И снова ругань против Чулкова и В. Иванова (статья «Люди с „левым устремлением“»). «Во сколько раз, — заявляет Белый, — ближе нам Белинский, Писарев, Михайловский, чем современные господа, сварившие дурную похлебку из собственной чепухи, приправленной Соловьевым, Брюсовым, Мережковским, Ницше, Штирнером и Бакуниным. Нет, довольно с нас „левых устремлений“! Потише, потише! Лучше социализм, лучше даже кадетство, чем мистический анархизм. Лучше индивидуализм, чем соборный эротизм. Лучше эмпириокритицизм, чем оккультическое разведение нимф».

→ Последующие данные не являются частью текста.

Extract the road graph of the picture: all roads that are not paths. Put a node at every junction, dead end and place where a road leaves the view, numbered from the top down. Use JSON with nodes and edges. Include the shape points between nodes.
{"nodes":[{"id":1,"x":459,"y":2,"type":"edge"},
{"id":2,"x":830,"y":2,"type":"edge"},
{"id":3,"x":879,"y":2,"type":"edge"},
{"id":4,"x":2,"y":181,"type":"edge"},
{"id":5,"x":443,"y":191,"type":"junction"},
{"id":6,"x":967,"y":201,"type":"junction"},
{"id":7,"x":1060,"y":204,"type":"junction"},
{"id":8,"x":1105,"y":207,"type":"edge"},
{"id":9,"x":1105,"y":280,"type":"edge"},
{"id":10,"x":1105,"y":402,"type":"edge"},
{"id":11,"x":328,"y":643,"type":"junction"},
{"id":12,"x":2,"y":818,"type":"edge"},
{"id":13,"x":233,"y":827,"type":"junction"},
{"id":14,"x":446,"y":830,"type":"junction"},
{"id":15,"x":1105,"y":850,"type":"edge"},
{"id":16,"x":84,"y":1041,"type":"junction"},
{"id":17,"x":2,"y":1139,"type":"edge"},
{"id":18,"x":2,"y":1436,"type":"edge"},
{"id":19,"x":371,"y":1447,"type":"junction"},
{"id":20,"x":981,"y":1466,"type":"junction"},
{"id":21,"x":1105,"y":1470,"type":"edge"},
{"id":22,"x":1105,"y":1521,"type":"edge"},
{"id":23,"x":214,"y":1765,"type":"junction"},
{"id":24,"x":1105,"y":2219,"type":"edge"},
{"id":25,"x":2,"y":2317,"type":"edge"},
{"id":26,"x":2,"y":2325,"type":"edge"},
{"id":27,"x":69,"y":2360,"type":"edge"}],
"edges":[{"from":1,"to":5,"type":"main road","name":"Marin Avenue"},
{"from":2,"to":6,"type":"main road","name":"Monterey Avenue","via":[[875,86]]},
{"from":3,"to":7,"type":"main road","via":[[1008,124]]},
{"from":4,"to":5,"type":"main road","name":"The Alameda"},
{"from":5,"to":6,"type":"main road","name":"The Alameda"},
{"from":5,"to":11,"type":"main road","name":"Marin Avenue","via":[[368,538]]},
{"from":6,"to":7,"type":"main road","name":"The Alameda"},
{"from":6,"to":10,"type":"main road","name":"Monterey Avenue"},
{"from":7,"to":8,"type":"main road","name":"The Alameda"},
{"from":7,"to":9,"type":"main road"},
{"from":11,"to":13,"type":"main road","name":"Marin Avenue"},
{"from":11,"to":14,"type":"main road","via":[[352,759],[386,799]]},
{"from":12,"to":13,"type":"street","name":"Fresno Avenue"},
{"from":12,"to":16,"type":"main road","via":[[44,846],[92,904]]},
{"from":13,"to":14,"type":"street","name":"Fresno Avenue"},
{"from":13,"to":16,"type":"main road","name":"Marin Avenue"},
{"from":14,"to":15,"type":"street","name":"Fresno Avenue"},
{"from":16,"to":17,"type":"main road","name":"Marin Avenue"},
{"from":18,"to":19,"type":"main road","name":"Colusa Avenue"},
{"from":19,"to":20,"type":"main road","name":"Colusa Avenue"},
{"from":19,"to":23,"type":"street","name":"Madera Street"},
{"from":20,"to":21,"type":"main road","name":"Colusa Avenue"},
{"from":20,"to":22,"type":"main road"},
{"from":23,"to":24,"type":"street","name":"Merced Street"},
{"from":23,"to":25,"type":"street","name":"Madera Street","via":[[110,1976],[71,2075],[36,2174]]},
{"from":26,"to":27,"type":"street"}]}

В. Иванов проповедовал превращение театров в мистерию и предсказывал, что дух дионисийского действа охватит всю Россию, что вся она покроется «орхестрами». Белый остроумно его высмеивает (в статье: «Брюсов, поэт мрамора и бронзы»). «Куда деваться от модернизма? — восклицает он. — Все стали декадентами. Сколько появилось бледных, измученных лиц; пойдите в театр: бледные юноши, бледные стилизованные головы. И все говорят о „духе музыки“. Появился гений, исполняющий симфонии на гребенках; один лектор играл на рояли фалдами фрака… Что, если провозгласят музыкальный строй общественной жизни с превращением Думы в орхестру? Воображаем себе Думу, в которой представители партий вместо речей должны распевать арии; вообразим Думу, в которой, вместо голосования, увенчанные венками из роз, депутаты начнут плясать вокруг статуи Диониса, предводительствуемые хорегом В. И. Ивановым».

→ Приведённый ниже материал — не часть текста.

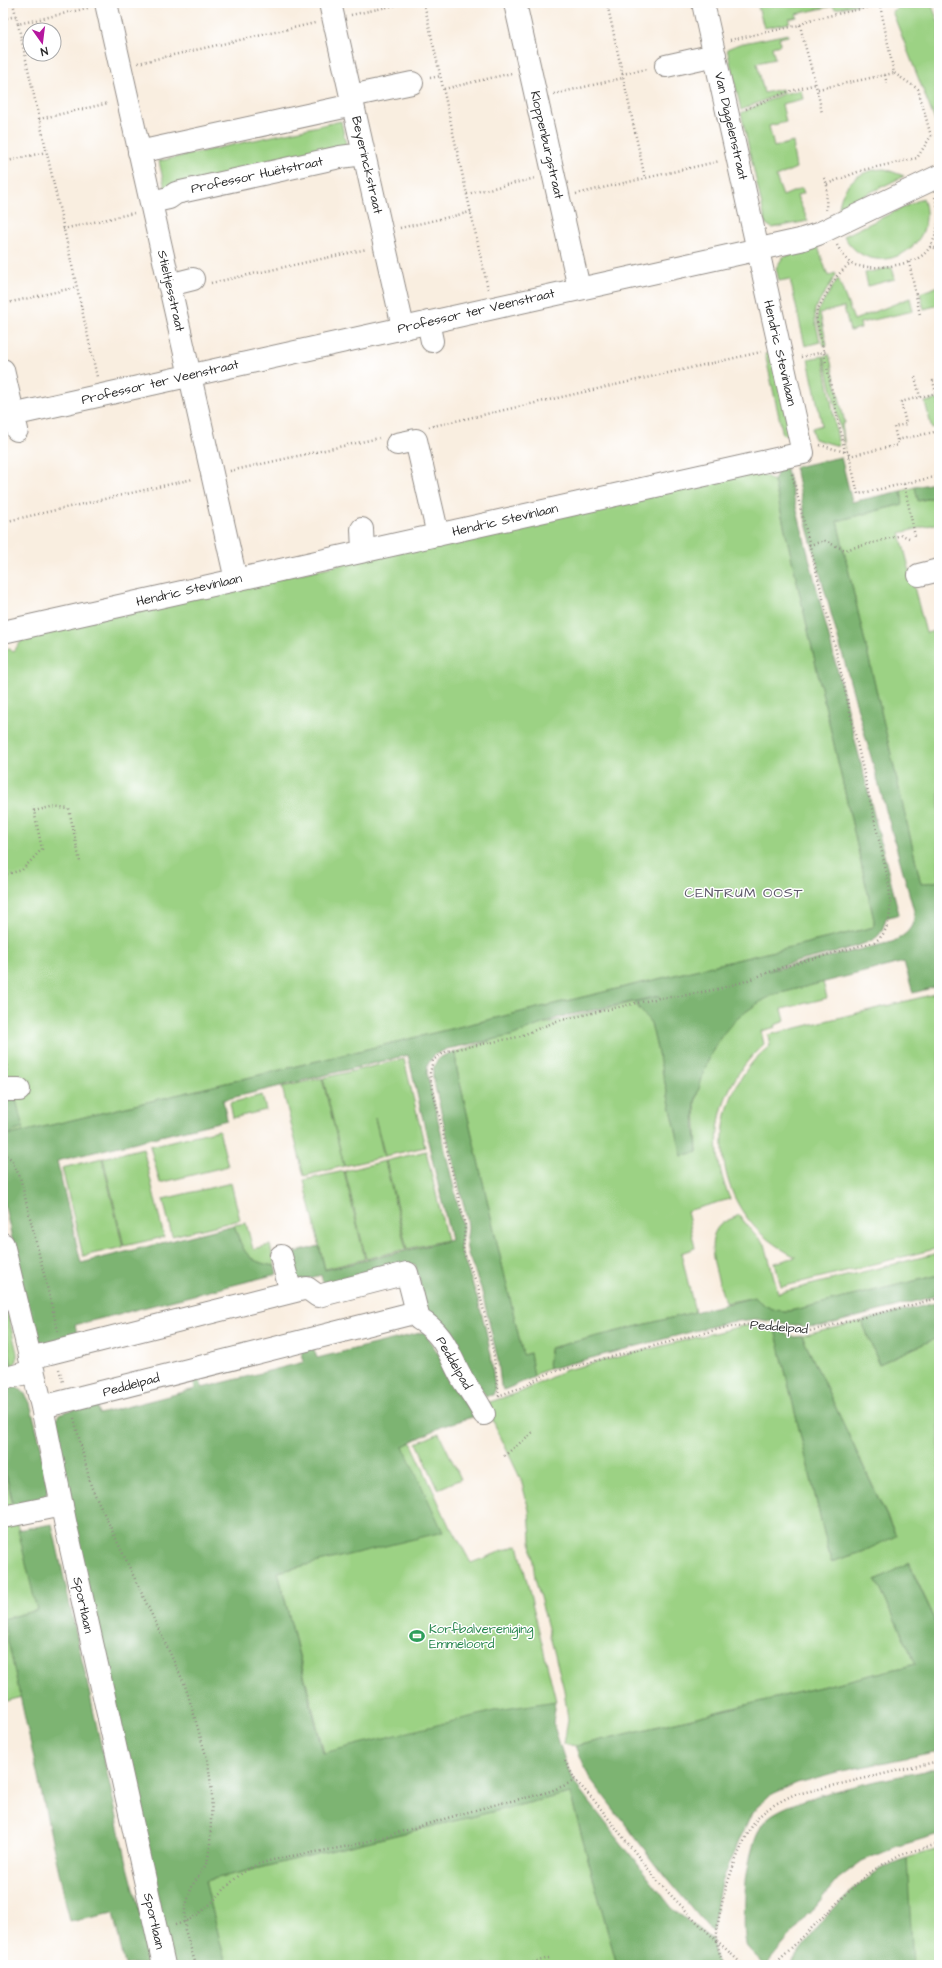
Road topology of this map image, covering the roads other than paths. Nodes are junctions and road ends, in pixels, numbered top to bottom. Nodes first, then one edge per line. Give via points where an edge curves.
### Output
1 (330, 3) edge
2 (703, 3) edge
3 (98, 5) edge
4 (523, 6) edge
5 (715, 55) junction
6 (666, 66) road end
7 (412, 82) dead end
8 (352, 101) junction
9 (140, 152) junction
10 (364, 154) junction
11 (936, 184) edge
12 (143, 207) junction
13 (758, 249) junction
14 (202, 281) road end
15 (169, 284) junction
16 (579, 288) junction
17 (403, 327) junction
18 (3, 370) edge
19 (190, 375) junction
20 (11, 420) edge
21 (392, 440) road end
22 (438, 535) junction
23 (236, 580) junction
24 (3, 632) edge
25 (3, 1244) edge
26 (281, 1256) dead end
27 (291, 1292) junction
28 (417, 1312) junction
29 (31, 1365) junction
30 (3, 1378) edge
31 (42, 1407) junction
32 (481, 1408) road end
33 (62, 1505) junction
34 (8, 1516) dead end
35 (164, 1965) edge

1 - 8 street, Beyerinckstraat via 332,23
2 - 5 street, Van Diggelenstraat
3 - 9 street, Stieltjesstraat via 131,60
4 - 16 street, Kloppenburgstraat via 570,200
5 - 6 street
5 - 13 street, Van Diggelenstraat
7 - 8 street
8 - 9 street
8 - 10 street, Beyerinckstraat
9 - 12 street, Stieltjesstraat
10 - 12 street, Professor Huëtstraat via 184,191
10 - 17 street, Beyerinckstraat via 379,244
11 - 13 street, Professor ter Veenstraat via 818,234
12 - 15 street, Stieltjesstraat
13 - 16 street, Professor ter Veenstraat
13 - 22 street, Hendric Stevinlaan via 803,453
14 - 15 street
15 - 19 street, Stieltjesstraat
16 - 17 street, Professor ter Veenstraat via 486,297 430,331
17 - 19 street, Professor ter Veenstraat via 305,358
18 - 20 street
19 - 20 street, Professor ter Veenstraat
19 - 23 street, Stieltjesstraat
21 - 22 street via 416,440
22 - 23 street, Hendric Stevinlaan via 361,539
23 - 24 street, Hendric Stevinlaan
25 - 29 street, Sportlaan
26 - 27 street
27 - 28 street via 307,1288 318,1296 407,1273
27 - 29 street
28 - 31 street, Peddelpad
28 - 32 street, Peddelpad via 418,1319 434,1329 445,1343
29 - 30 street
29 - 31 street, Sportlaan
31 - 33 street, Sportlaan
33 - 34 street
33 - 35 street, Sportlaan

Летом «полуголодные и исступленные» Белый и Эллис каждый вечер ходили в кинематограф, но и он разжигал их озлобление против Блока. Белый писал (статья «Кинематограф»): «Кинематограф — демократический театр будущего, балаган в благородном смысле этого слова. Все, что угодно, только не Балаганчик. Уж, пожалуйста, без „чик“; все эти „чики“ — гадкая штука; будто достаточно к любому слову приставить маниловское „чик“ — и любое слово ласково заглянет в душу: „балаганчики“ мистерию превращают в кинематограф; кинематограф возвращает здоровую жизнь без мистического „чиканья“. Последнее слово новейшей русской драмы— это внесение пресловутого „чика“ в наиболее священную область— в трагедию и мистерию». Эти рассуждения о «чиках» и «чиканий» — на грани умопомешательства. Статья заканчивается низкими инсинуациями по адресу Блока: «Если бы такое кощунство, — продолжает автор, — происходило от потери веры в жизнь, оно вело бы к гибели: но отчего никто не гибнет? Отчего кощунственное дерзание осеняет грудь смышленых людей, спокойно делающих свою литературную и прочую карьеру?» Тут Белый остановился: по этому пути дальше идти было некуда.